Exercise directions:
Pull every line that holds the word "Drive" from the entries.

Saved entries:
_____

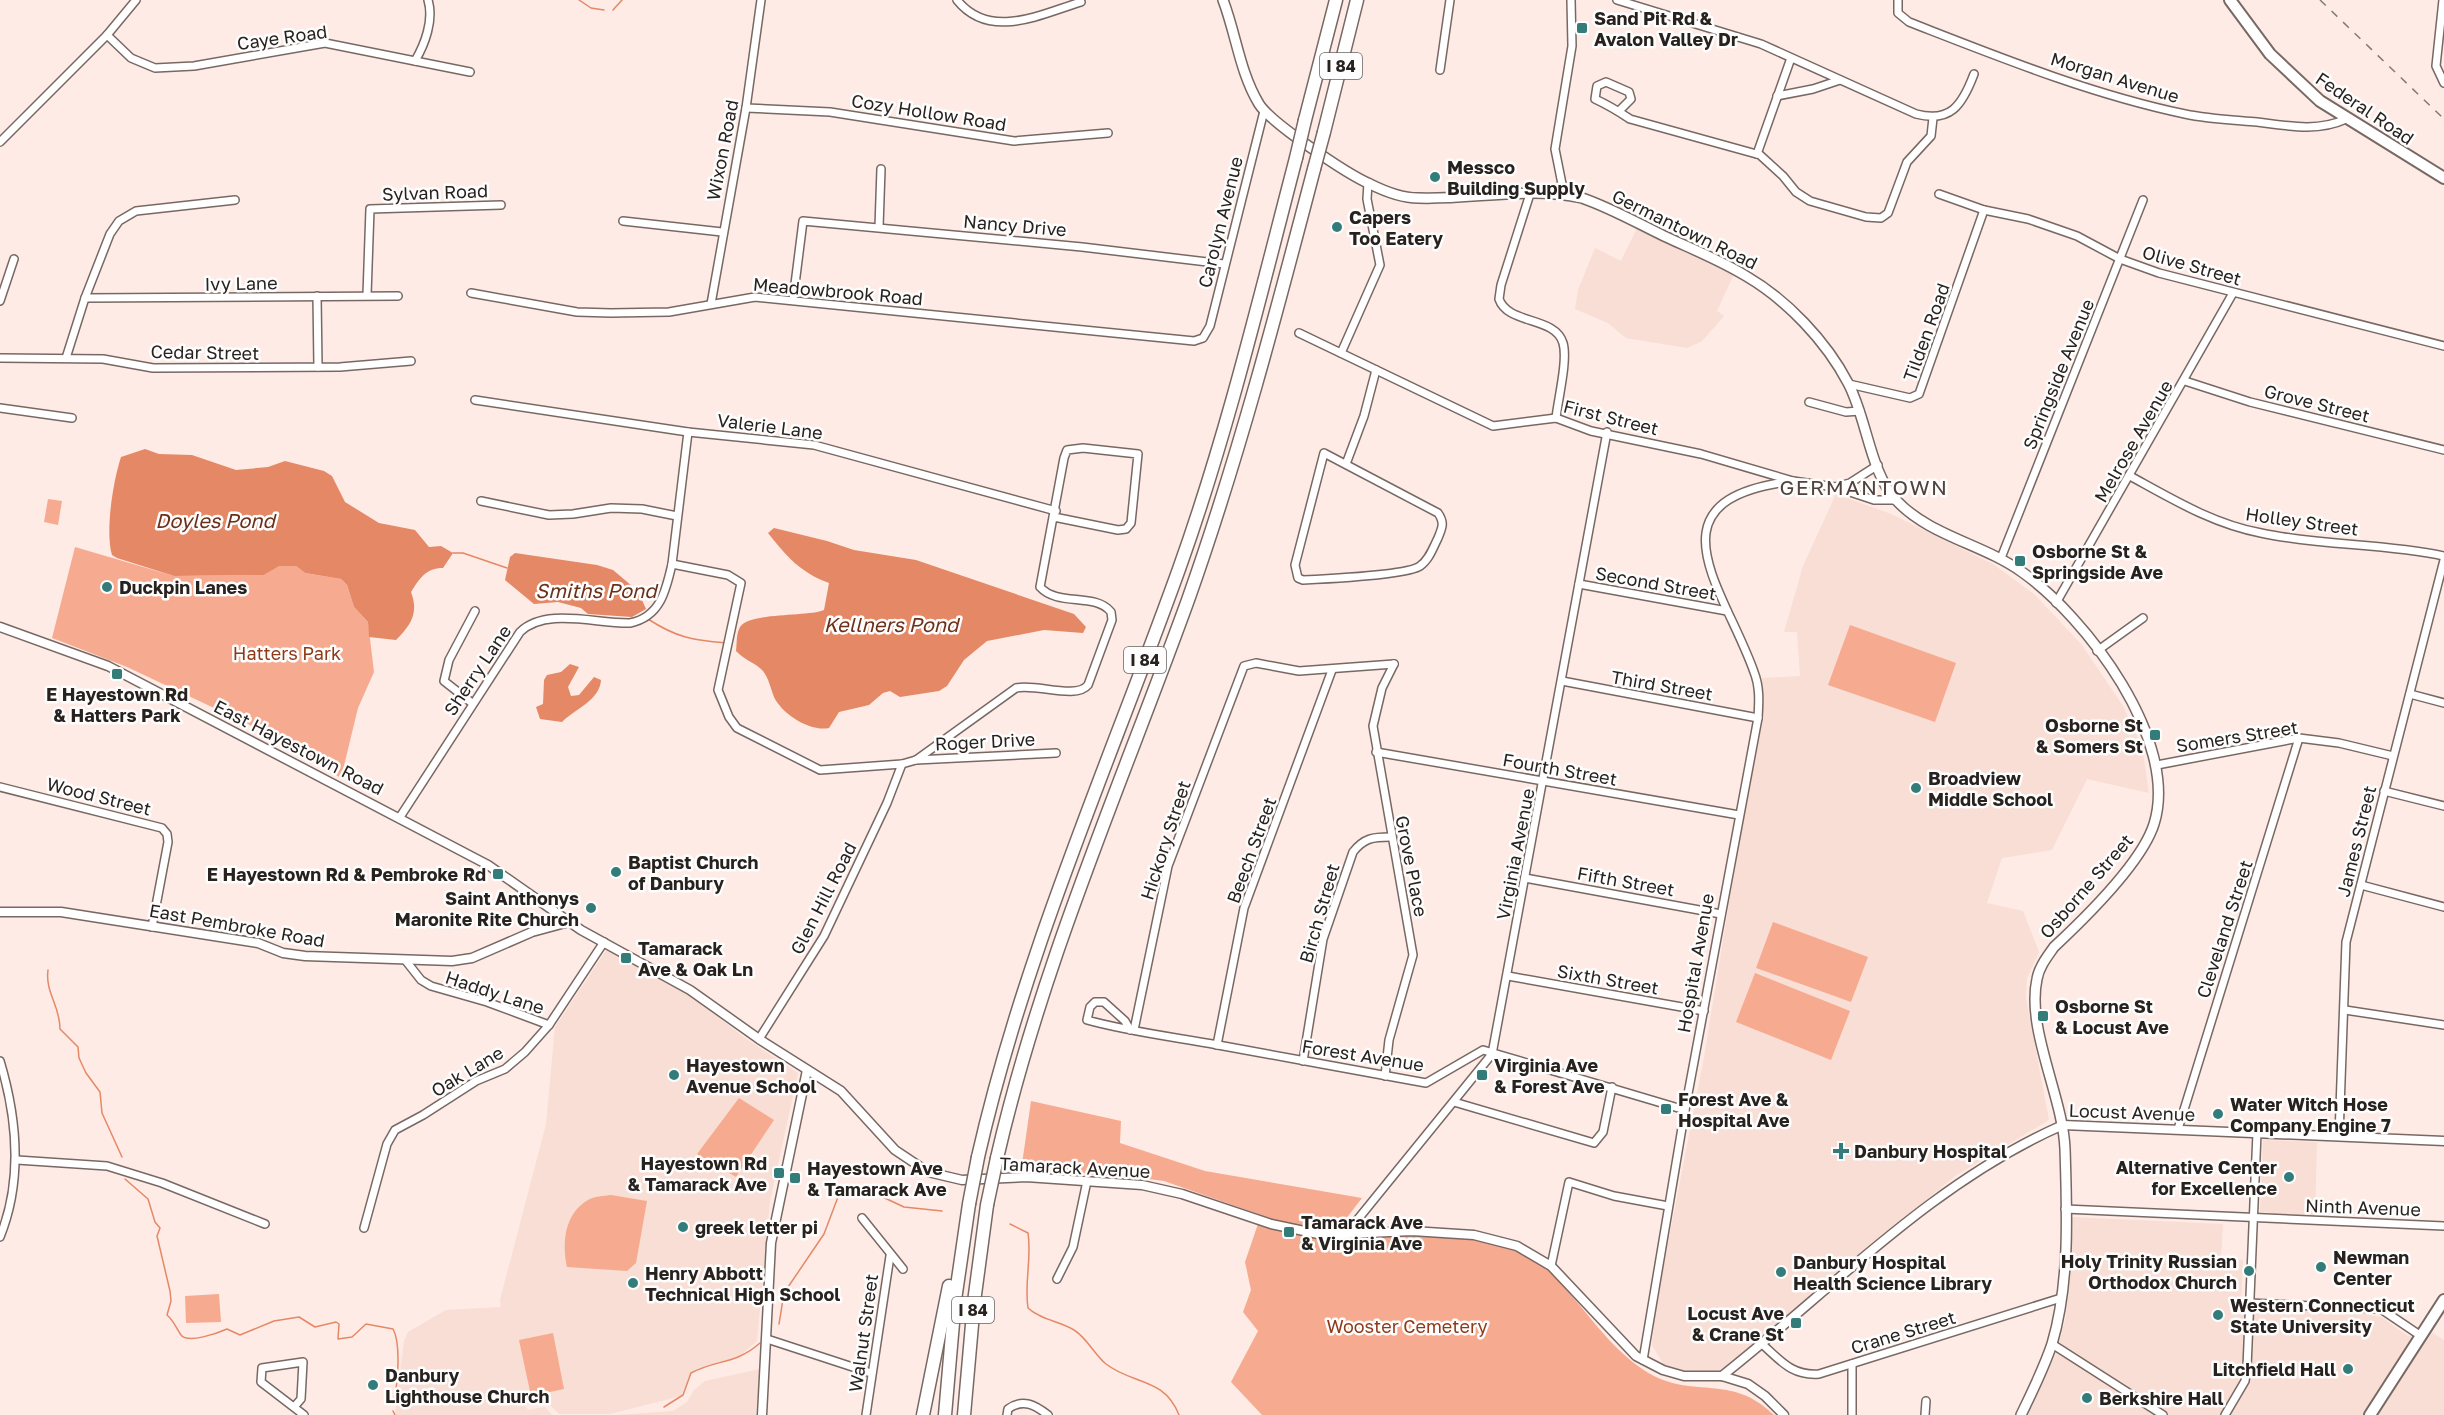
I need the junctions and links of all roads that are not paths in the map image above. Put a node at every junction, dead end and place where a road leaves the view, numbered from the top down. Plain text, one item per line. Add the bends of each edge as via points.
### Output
1 (136, 0) edge
2 (428, 0) edge
3 (760, 0) edge
4 (957, 0) edge
5 (1224, 0) edge
6 (1336, 0) edge
7 (1358, 0) edge
8 (1450, 0) edge
9 (1571, 0) edge
10 (1617, 0) edge
11 (1898, 0) edge
12 (2230, 0) edge
13 (2443, 0) edge
14 (1082, 2) dead end
15 (106, 35) junction
16 (1791, 58) junction
17 (415, 61) junction
18 (1440, 70) dead end
19 (470, 72) dead end
20 (1974, 74) dead end
21 (1840, 80) junction
22 (2444, 83) edge
23 (1777, 96) junction
24 (746, 108) junction
25 (1264, 111) junction
26 (1618, 111) junction
27 (1933, 118) junction
28 (2346, 119) junction
29 (1108, 133) dead end
30 (0, 142) edge
31 (1757, 154) junction
32 (881, 169) dead end
33 (2444, 178) edge
34 (1368, 183) junction
35 (1530, 194) junction
36 (1564, 194) junction
37 (1939, 194) dead end
38 (235, 200) dead end
39 (2143, 200) dead end
40 (501, 205) dead end
41 (1984, 210) junction
42 (623, 221) dead end
43 (879, 227) junction
44 (722, 232) junction
45 (14, 259) dead end
46 (2120, 259) junction
47 (1224, 264) junction
48 (471, 293) dead end
49 (2233, 293) junction
50 (367, 295) junction
51 (317, 296) junction
52 (398, 296) dead end
53 (85, 298) junction
54 (793, 300) junction
55 (0, 301) edge
56 (711, 304) junction
57 (1299, 333) dead end
58 (1203, 338) joint
59 (2444, 346) edge
60 (1341, 353) junction
61 (0, 358) edge
62 (66, 358) junction
63 (411, 361) dead end
64 (318, 367) junction
65 (1376, 370) junction
66 (2185, 381) junction
67 (1849, 384) junction
68 (474, 400) dead end
69 (1809, 402) dead end
70 (0, 408) edge
71 (1860, 411) junction
72 (72, 418) dead end
73 (1556, 418) junction
74 (688, 432) junction
75 (1607, 432) junction
76 (2444, 450) edge
77 (1346, 464) junction
78 (1878, 465) junction
79 (2130, 476) junction
80 (1793, 481) junction
81 (1835, 487) junction
82 (1895, 500) junction
83 (481, 501) dead end
84 (1055, 514) junction
85 (677, 516) junction
86 (1913, 516) joint
87 (2001, 558) junction
88 (2444, 558) edge
89 (672, 564) junction
90 (1579, 584) junction
91 (2056, 603) junction
92 (1727, 610) junction
93 (476, 611) dead end
94 (2144, 618) dead end
95 (0, 627) edge
96 (2097, 651) junction
97 (1332, 670) junction
98 (1562, 681) junction
99 (2410, 694) junction
100 (472, 703) junction
101 (2444, 703) edge
102 (1758, 718) junction
103 (2299, 738) junction
104 (1376, 752) junction
105 (1056, 753) dead end
106 (2393, 756) junction
107 (916, 760) junction
108 (902, 764) junction
109 (2157, 765) junction
110 (1544, 781) junction
111 (0, 787) edge
112 (2384, 791) junction
113 (2444, 806) edge
114 (1739, 816) junction
115 (399, 817) junction
116 (1390, 837) junction
117 (1525, 878) junction
118 (2361, 885) junction
119 (2444, 907) edge
120 (0, 912) edge
121 (1721, 914) junction
122 (569, 922) junction
123 (152, 927) junction
124 (604, 942) junction
125 (406, 961) junction
126 (1508, 976) junction
127 (2345, 1010) junction
128 (1704, 1011) junction
129 (549, 1025) junction
130 (2444, 1025) edge
131 (1132, 1030) junction
132 (759, 1039) junction
133 (1217, 1045) junction
134 (1492, 1054) junction
135 (0, 1061) edge
136 (1303, 1061) junction
137 (807, 1070) junction
138 (1385, 1076) junction
139 (1612, 1087) junction
140 (1454, 1102) junction
141 (1685, 1110) junction
142 (2063, 1125) junction
143 (2178, 1129) junction
144 (2257, 1133) junction
145 (2339, 1136) junction
146 (2444, 1141) edge
147 (17, 1160) junction
148 (1088, 1181) junction
149 (1668, 1206) junction
150 (2066, 1209) junction
151 (861, 1218) dead end
152 (2254, 1218) junction
153 (965, 1223) junction
154 (265, 1224) dead end
155 (2444, 1226) edge
156 (364, 1228) dead end
157 (1349, 1234) junction
158 (0, 1237) edge
159 (890, 1256) junction
160 (1551, 1266) junction
161 (903, 1269) dead end
162 (1057, 1279) dead end
163 (2061, 1298) junction
164 (2444, 1300) edge
165 (974, 1302) junction
166 (2249, 1303) junction
167 (2421, 1336) junction
168 (767, 1339) junction
169 (1762, 1344) junction
170 (2052, 1344) junction
171 (1643, 1360) junction
172 (1852, 1364) junction
173 (871, 1373) junction
174 (1722, 1376) junction
175 (1926, 1401) dead end
176 (294, 1407) junction
177 (304, 1415) edge
178 (762, 1415) edge
179 (867, 1415) edge
180 (923, 1415) edge
181 (945, 1415) edge
182 (964, 1415) edge
183 (970, 1415) edge
184 (1007, 1415) edge
185 (1048, 1415) edge
186 (1784, 1415) edge
187 (1852, 1415) edge
188 (1925, 1415) edge
189 (2021, 1415) edge
190 (2163, 1415) edge
191 (2225, 1415) edge
192 (2370, 1415) edge

1 - 15 street
2 - 17 street via 429,22 423,48
3 - 24 street, Wixon Road
4 - 14 street via 971,14 1002,23
5 - 25 main road via 1245,72
6 - 153 highway, I 84, bridge via 1240,374 1208,481 1027,977 998,1074
7 - 165 highway, I 84, bridge via 1262,368 1220,508 1048,974 1025,1048 987,1205
8 - 18 street
9 - 36 street via 1568,88 1556,140
10 - 16 street via 1730,34
11 - 28 street, Morgan Avenue via 1898,13 1909,22 2098,92 2208,117 2300,127 2329,127
12 - 28 main road, Federal Road via 2270,54
13 - 22 street via 2436,66
15 - 17 street, Caye Road via 131,58 155,68 194,66 325,43
15 - 30 street
16 - 21 street
16 - 23 street
17 - 19 street, Caye Road
20 - 27 street via 1956,107
21 - 23 street
21 - 27 street
23 - 31 street
24 - 29 street, Cozy Hollow Road via 830,112 1014,141
24 - 44 street, Wixon Road
25 - 34 main road, Germantown Road
25 - 47 street, Carolyn Avenue
26 - 26 street via 1595,99 1597,86 1606,82 1629,92 1631,99
26 - 31 street via 1630,119
27 - 31 street via 1931,136 1911,156 1888,213 1881,218 1866,218 1810,201
28 - 33 main road, Federal Road
32 - 43 street
34 - 35 main road, Germantown Road via 1415,198
34 - 60 street via 1367,199 1380,265
35 - 36 main road, Germantown Road
35 - 73 street via 1499,299 1508,310 1551,329 1562,341 1564,355
36 - 67 main road, Germantown Road via 1604,207 1768,290 1809,329
37 - 41 street, Olive Street
38 - 53 street via 136,211 118,221
39 - 46 street, Springside Avenue
40 - 50 street, Sylvan Road via 370,209
41 - 46 street, Olive Street via 2028,219 2077,236
41 - 67 street, Tilden Road via 1919,394 1901,397
42 - 44 street
43 - 47 street, Nancy Drive
43 - 54 street, Nancy Drive via 802,221
44 - 56 street, Wixon Road
45 - 55 street
46 - 49 street, Olive Street
46 - 87 street, Springside Avenue
47 - 58 street, Carolyn Avenue via 1210,326
48 - 56 street, Meadowbrook Road via 592,313 669,312
49 - 59 street, Olive Street
49 - 66 street, Melrose Avenue
50 - 51 street, Ivy Lane
50 - 52 street, Ivy Lane
51 - 53 street, Ivy Lane
51 - 64 street
53 - 62 street
54 - 56 street, Meadowbrook Road via 755,297
54 - 58 street, Meadowbrook Road via 1187,341
57 - 60 street, First Street
60 - 65 street, First Street
61 - 62 street, Cedar Street
62 - 64 street, Cedar Street via 103,359 153,368
63 - 64 street, Cedar Street
65 - 73 street, First Street via 1492,426
65 - 77 street
66 - 76 street, Grove Street via 2250,402
66 - 79 street, Melrose Avenue
67 - 71 main road, Germantown Road
68 - 74 street, Valerie Lane
69 - 71 street via 1846,412
70 - 72 street
71 - 78 main road, Germantown Road
73 - 75 street, First Street via 1591,431
74 - 84 street, Valerie Lane via 814,445
74 - 85 street, Sherry Lane
75 - 80 street, First Street
75 - 90 street, Virginia Avenue
77 - 77 street via 1438,513 1443,527 1421,566 1394,572 1298,578 1295,565 1324,453
78 - 81 street via 1850,483
78 - 82 main road, Germantown Road
79 - 88 street, Holley Street via 2193,511 2260,533 2404,548
79 - 91 street, Melrose Avenue
80 - 81 street, First Street
80 - 92 street, Hospital Avenue via 1748,490 1726,502 1709,522 1706,563
81 - 82 street, First Street via 1874,500
82 - 86 main road, Germantown Road
83 - 85 street via 549,515 610,508
84 - 84 street, Valerie Lane via 1067,450 1138,454 1131,524 1126,529
84 - 107 street via 1040,586 1049,594 1101,604 1111,612 1112,620 1088,685 1075,692 1016,688
85 - 89 street, Sherry Lane
86 - 87 main road, Osborne Street
87 - 91 main road, Osborne Street
88 - 99 street, James Street
89 - 100 street, Sherry Lane via 659,604 639,621 551,619 528,625
89 - 108 street via 728,575 741,583 718,690 737,728 820,770
90 - 92 street, Second Street
90 - 98 street, Virginia Avenue
91 - 96 main road, Osborne Street
92 - 102 street, Hospital Avenue via 1755,674
93 - 100 street via 449,660 444,681
94 - 96 street
95 - 115 street, East Hayestown Road via 108,666
96 - 109 main road, Osborne Street via 2130,697
97 - 104 street, Grove Place via 1394,664 1376,707
97 - 131 street, Hickory Street via 1299,671 1256,663 1244,666 1168,866
97 - 133 street, Beech Street via 1244,908
98 - 102 street, Third Street
98 - 110 street, Virginia Avenue
99 - 101 street
99 - 106 street, James Street
100 - 115 street, Sherry Lane
102 - 114 street, Hospital Avenue
103 - 106 street, Somers Street
103 - 109 street, Somers Street
103 - 143 street, Cleveland Street
104 - 110 street, Fourth Street
104 - 116 street, Grove Place
105 - 107 street, Roger Drive
106 - 112 street, James Street
107 - 108 street
108 - 132 street, Glen Hill Road via 824,936
109 - 142 main road, Osborne Street via 2155,822 2140,854 2054,948 2037,976 2036,1012
110 - 114 street, Fourth Street
110 - 117 street, Virginia Avenue
111 - 123 street, Wood Street via 162,828 168,842
112 - 113 street
112 - 118 street, James Street
114 - 121 street, Hospital Avenue
115 - 122 street, East Hayestown Road via 488,865
116 - 136 street, Birch Street via 1370,838 1353,852 1323,939
116 - 138 street, Grove Place via 1413,956 1389,1040
117 - 121 street, Fifth Street
117 - 126 street, Virginia Avenue
118 - 119 street
118 - 127 street, James Street via 2346,942
120 - 123 street, East Pembroke Road via 61,912
121 - 128 street, Hospital Avenue
122 - 124 street, Tamarack Avenue
122 - 125 street, East Pembroke Road via 532,932 472,958
123 - 125 street, East Pembroke Road via 258,943 304,956
124 - 129 street, Oak Lane
124 - 132 street, Tamarack Avenue via 690,990
125 - 129 street, Haddy Lane via 431,987
126 - 128 street, Sixth Street
126 - 134 street, Virginia Avenue
127 - 130 street
127 - 145 street, James Street
128 - 141 street, Hospital Avenue
129 - 156 street, Oak Lane via 505,1069 476,1080 394,1130
131 - 131 street, Forest Avenue via 1104,1002 1095,1002 1090,1007 1087,1020
131 - 133 street, Forest Avenue
132 - 137 street, Tamarack Avenue
133 - 136 street, Forest Avenue
134 - 138 street, Forest Avenue via 1483,1050 1470,1055 1426,1083
134 - 139 street, Forest Avenue
134 - 140 street, Virginia Avenue
135 - 147 street via 9,1091
136 - 138 street, Forest Avenue
137 - 148 street, Tamarack Avenue via 845,1094 895,1150 928,1172 962,1180
137 - 168 street via 776,1210
139 - 140 street via 1603,1132 1594,1143
139 - 141 street, Forest Avenue
140 - 157 street, Virginia Avenue
141 - 149 street, Hospital Avenue
142 - 143 street, Locust Avenue
142 - 150 main road, Osborne Street
142 - 169 street, Locust Avenue via 2031,1139 1947,1192
143 - 144 street, Locust Avenue
144 - 145 street, Locust Avenue
144 - 152 street
145 - 146 street, Locust Avenue
147 - 154 street via 107,1166
147 - 158 street
148 - 157 street, Tamarack Avenue via 1158,1188 1304,1232
148 - 162 street via 1073,1247
149 - 160 street via 1614,1196 1569,1182
149 - 171 street, Hospital Avenue
150 - 152 street, Ninth Avenue
150 - 163 main road, Osborne Street
151 - 159 street
152 - 155 street, Ninth Avenue
152 - 166 street
153 - 180 highway
153 - 181 highway, I 84
157 - 160 street, Tamarack Avenue via 1412,1231 1474,1235 1517,1246
159 - 161 street
159 - 173 street, Walnut Street
160 - 171 street, Tamarack Avenue via 1625,1347
163 - 170 main road, Osborne Street
163 - 172 street, Crane Street
164 - 167 main road
165 - 182 highway, I 84
165 - 183 highway
166 - 167 street via 2381,1309
166 - 191 street via 2245,1381
167 - 192 main road
168 - 173 street
168 - 178 street
169 - 172 street, Crane Street via 1803,1375
169 - 174 street, Locust Avenue
170 - 189 main road, Osborne Street
170 - 190 street
171 - 174 street via 1684,1376
172 - 187 street
173 - 179 street, Walnut Street
174 - 186 street via 1755,1389
175 - 188 street
176 - 176 street via 261,1382 262,1368 303,1362 301,1399
176 - 177 street
184 - 185 street via 1016,1403 1028,1403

_____

Solution to the problem:
43 - 47 street, Nancy Drive
43 - 54 street, Nancy Drive via 802,221
105 - 107 street, Roger Drive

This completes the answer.